What the task asks: Your reply must be the number of lines in the entries that hold the word "from", and nothing else.

Working data:

-.-.-

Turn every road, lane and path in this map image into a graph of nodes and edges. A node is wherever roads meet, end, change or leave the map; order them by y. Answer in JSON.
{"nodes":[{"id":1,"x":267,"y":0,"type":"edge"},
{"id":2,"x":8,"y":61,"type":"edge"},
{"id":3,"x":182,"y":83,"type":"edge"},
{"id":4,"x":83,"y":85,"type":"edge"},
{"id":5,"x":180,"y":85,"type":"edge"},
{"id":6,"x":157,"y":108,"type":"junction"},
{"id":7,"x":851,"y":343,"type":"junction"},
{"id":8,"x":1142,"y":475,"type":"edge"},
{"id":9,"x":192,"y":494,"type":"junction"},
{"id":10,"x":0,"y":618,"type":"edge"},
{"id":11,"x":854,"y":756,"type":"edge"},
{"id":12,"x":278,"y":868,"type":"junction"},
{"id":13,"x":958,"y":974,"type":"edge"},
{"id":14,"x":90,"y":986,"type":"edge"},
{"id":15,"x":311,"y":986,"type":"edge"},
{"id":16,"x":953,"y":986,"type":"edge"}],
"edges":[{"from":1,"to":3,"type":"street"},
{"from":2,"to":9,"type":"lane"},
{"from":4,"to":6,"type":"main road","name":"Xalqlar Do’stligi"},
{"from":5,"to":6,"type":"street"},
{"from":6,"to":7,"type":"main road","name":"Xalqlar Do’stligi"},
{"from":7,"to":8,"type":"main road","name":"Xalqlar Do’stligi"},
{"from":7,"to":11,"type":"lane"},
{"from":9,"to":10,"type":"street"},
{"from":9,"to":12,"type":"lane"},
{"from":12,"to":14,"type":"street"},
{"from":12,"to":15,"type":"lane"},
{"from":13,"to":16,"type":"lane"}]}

-.-.-

Solution for this problem: 12